■ WHAT YOU NEED TO DO ■
Filter the entries below, keeping every line that has the word "other".

Segment Open

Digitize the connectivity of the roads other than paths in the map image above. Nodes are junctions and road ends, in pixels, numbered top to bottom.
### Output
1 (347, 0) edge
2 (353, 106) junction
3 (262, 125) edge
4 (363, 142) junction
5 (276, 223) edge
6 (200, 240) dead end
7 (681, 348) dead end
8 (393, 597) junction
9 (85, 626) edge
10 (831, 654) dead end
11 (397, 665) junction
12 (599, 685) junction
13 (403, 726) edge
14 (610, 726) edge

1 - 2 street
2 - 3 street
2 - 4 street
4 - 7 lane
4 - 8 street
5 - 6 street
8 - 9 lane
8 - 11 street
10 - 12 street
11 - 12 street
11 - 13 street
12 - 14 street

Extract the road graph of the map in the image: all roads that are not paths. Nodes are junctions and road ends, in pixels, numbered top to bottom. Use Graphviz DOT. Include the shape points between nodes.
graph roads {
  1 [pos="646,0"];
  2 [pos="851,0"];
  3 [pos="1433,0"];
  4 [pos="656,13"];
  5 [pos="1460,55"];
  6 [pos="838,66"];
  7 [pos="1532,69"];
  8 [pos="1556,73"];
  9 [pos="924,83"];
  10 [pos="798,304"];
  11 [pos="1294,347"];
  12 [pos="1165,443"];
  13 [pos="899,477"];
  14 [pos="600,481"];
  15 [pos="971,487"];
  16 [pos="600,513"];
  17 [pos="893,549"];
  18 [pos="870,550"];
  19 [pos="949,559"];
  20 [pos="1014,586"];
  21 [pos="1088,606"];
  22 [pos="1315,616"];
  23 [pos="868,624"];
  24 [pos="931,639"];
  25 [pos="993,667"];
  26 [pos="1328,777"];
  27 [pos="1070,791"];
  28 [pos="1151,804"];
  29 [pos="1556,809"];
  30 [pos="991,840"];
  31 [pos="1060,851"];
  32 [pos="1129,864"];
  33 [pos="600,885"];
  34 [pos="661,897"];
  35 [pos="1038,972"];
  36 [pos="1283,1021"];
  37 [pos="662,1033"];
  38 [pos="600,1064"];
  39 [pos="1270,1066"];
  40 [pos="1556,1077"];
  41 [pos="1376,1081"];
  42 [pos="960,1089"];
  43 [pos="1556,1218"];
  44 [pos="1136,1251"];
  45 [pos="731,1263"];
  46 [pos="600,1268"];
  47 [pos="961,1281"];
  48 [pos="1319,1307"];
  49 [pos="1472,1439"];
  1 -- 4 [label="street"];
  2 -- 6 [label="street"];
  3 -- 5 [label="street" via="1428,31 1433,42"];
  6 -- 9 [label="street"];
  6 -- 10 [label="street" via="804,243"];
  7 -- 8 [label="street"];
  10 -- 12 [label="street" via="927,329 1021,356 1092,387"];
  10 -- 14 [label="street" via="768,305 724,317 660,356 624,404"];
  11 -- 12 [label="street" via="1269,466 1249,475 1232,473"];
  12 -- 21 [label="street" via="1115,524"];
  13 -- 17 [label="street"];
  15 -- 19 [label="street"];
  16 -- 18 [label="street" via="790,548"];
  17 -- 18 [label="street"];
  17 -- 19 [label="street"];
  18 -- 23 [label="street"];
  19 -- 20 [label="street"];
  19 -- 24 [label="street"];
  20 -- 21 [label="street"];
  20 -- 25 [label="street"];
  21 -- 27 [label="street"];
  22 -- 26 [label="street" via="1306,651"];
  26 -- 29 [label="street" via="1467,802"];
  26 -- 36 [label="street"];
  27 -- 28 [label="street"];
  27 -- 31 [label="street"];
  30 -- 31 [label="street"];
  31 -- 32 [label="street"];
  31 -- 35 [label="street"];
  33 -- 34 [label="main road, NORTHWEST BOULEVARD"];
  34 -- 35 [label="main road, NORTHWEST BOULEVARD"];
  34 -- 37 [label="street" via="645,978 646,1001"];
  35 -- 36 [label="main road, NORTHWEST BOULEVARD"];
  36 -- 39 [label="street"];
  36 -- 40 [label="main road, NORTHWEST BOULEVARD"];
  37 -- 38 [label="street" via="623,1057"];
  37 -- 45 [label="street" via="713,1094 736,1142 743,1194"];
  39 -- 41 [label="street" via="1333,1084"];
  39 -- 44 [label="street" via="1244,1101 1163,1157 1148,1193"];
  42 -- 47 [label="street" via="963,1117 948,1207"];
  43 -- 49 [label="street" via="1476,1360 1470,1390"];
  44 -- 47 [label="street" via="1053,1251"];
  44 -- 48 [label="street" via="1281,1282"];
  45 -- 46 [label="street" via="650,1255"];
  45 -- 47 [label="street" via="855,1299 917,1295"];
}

Segment Closed
Segment Open

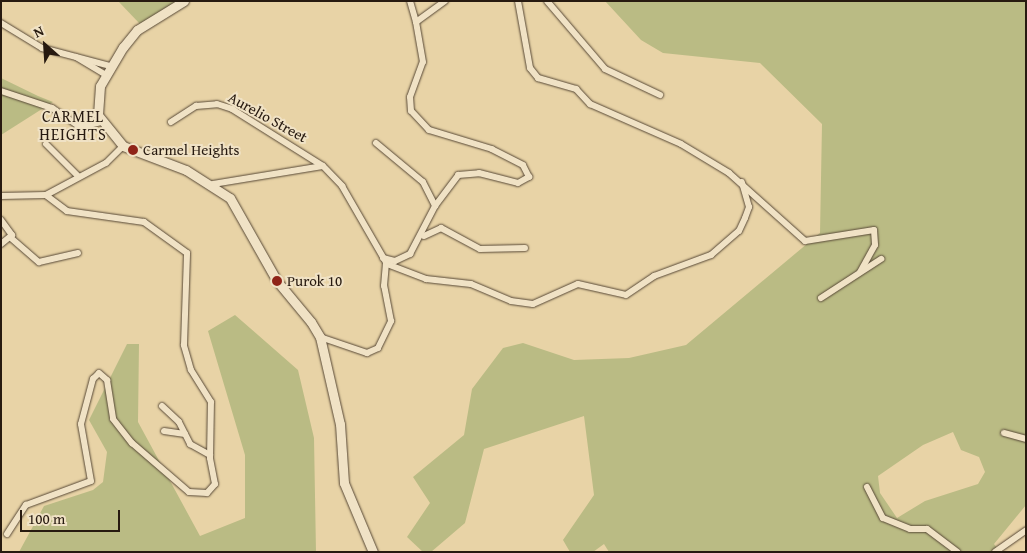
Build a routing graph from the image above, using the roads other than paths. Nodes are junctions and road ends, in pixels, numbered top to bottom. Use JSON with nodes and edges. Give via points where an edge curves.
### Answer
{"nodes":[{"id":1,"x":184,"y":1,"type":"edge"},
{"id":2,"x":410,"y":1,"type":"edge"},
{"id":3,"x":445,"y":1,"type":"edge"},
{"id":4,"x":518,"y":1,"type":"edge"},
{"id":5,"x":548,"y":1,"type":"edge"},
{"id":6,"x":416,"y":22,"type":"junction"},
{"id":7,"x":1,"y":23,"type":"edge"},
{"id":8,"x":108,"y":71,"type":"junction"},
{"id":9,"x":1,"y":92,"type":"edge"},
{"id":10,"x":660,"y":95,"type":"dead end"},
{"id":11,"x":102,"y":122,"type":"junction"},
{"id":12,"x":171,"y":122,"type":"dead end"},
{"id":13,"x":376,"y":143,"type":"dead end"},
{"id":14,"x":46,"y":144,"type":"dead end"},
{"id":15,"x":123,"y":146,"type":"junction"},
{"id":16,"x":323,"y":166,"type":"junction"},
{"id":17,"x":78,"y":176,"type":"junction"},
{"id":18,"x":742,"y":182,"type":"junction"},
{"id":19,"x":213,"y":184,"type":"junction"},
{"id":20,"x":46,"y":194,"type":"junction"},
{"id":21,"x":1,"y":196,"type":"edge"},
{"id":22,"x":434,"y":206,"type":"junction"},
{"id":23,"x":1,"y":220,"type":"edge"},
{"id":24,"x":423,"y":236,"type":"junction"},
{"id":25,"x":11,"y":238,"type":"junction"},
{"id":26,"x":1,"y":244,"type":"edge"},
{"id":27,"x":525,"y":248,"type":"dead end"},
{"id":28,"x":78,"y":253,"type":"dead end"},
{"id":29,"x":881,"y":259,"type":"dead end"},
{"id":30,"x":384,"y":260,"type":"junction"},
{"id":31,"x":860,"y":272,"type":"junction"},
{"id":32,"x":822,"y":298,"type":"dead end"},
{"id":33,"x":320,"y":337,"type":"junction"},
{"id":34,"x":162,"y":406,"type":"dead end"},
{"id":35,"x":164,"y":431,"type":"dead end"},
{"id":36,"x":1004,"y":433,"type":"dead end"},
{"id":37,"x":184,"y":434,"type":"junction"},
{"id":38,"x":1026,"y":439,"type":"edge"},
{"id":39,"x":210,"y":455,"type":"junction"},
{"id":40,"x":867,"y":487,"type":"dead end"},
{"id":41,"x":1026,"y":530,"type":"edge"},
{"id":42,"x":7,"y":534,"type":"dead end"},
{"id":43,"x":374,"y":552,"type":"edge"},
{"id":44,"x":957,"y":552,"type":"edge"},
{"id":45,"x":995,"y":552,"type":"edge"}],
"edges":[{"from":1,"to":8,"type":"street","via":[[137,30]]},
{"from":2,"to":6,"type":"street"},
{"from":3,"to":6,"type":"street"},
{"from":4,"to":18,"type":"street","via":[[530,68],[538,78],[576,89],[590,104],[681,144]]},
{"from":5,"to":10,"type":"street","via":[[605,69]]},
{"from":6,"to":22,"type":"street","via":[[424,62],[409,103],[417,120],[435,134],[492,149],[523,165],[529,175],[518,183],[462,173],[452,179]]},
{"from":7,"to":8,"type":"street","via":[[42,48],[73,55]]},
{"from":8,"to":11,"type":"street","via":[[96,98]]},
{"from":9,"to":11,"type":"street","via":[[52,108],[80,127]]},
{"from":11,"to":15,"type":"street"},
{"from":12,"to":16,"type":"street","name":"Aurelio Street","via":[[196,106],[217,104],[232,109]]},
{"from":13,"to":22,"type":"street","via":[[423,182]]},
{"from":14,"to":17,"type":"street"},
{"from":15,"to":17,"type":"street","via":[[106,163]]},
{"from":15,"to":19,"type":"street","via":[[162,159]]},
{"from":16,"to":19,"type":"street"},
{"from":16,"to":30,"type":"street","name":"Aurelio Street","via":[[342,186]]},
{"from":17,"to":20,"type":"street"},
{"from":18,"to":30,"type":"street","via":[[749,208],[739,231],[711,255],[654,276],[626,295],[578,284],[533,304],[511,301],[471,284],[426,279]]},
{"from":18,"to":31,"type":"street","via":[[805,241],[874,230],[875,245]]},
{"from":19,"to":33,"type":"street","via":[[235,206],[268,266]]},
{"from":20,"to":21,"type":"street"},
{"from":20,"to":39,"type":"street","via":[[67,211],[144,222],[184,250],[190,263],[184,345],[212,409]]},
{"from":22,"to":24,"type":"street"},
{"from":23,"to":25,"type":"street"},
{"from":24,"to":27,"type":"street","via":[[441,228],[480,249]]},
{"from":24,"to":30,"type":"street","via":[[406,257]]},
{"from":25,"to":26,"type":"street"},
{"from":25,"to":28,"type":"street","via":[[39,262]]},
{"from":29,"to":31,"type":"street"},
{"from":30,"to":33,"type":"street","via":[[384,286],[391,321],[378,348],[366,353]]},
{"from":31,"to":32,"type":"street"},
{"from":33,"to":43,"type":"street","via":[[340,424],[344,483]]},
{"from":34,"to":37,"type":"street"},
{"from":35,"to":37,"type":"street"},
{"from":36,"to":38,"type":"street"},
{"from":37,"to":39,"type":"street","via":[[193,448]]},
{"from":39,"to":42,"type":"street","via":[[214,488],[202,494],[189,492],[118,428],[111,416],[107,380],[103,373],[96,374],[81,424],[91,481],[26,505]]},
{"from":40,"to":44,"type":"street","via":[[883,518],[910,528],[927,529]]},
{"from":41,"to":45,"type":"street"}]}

Segment Closed
Segment Open

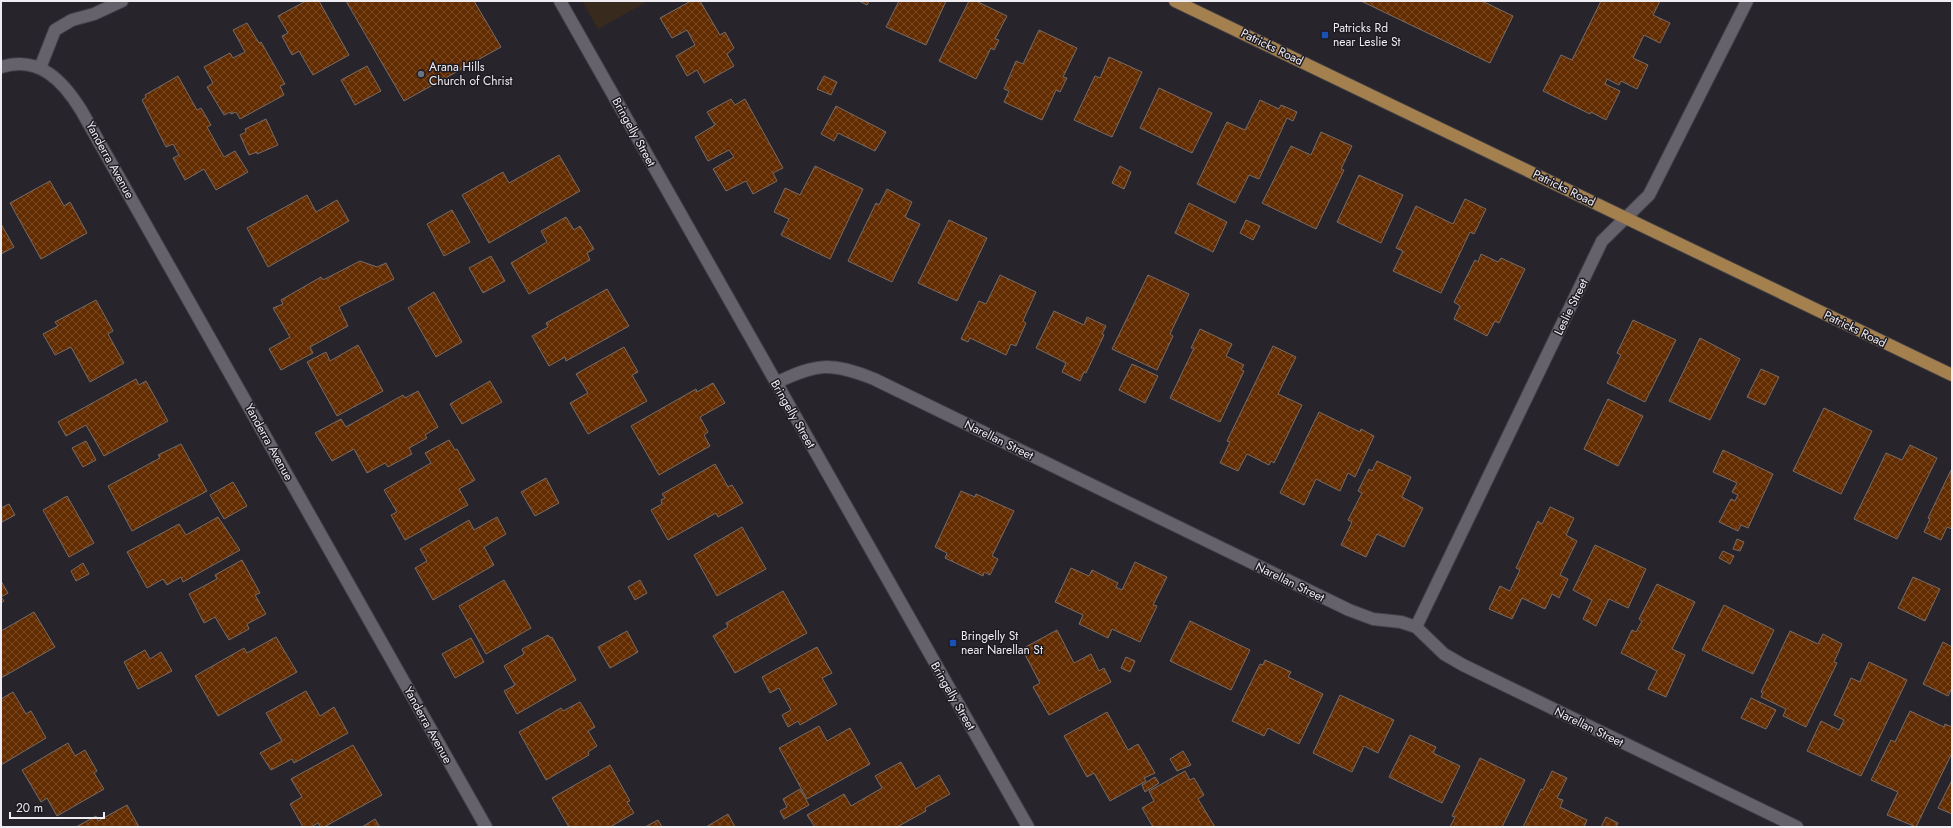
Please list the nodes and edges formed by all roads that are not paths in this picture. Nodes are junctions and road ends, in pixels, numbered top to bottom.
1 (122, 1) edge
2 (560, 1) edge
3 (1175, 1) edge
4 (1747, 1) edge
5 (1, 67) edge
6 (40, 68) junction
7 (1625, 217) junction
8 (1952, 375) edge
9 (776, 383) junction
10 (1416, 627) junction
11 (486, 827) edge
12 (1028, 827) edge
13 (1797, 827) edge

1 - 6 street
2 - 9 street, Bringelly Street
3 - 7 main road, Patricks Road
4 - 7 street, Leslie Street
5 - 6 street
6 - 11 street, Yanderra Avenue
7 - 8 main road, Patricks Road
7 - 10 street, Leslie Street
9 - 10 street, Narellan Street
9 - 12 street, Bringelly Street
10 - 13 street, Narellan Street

Segment Closed

■ TASK SOLUTION ■
Digitize the connectivity of the roads other than paths in the map image above. Nodes are junctions and road ends, in pixels, numbered top to bottom.
Build a routing graph from the image above, using the roads other than paths. Nodes are junctions and road ends, in pixels, numbered top to bottom. Use JSON with nodes and edges. Give via points where an edge curves.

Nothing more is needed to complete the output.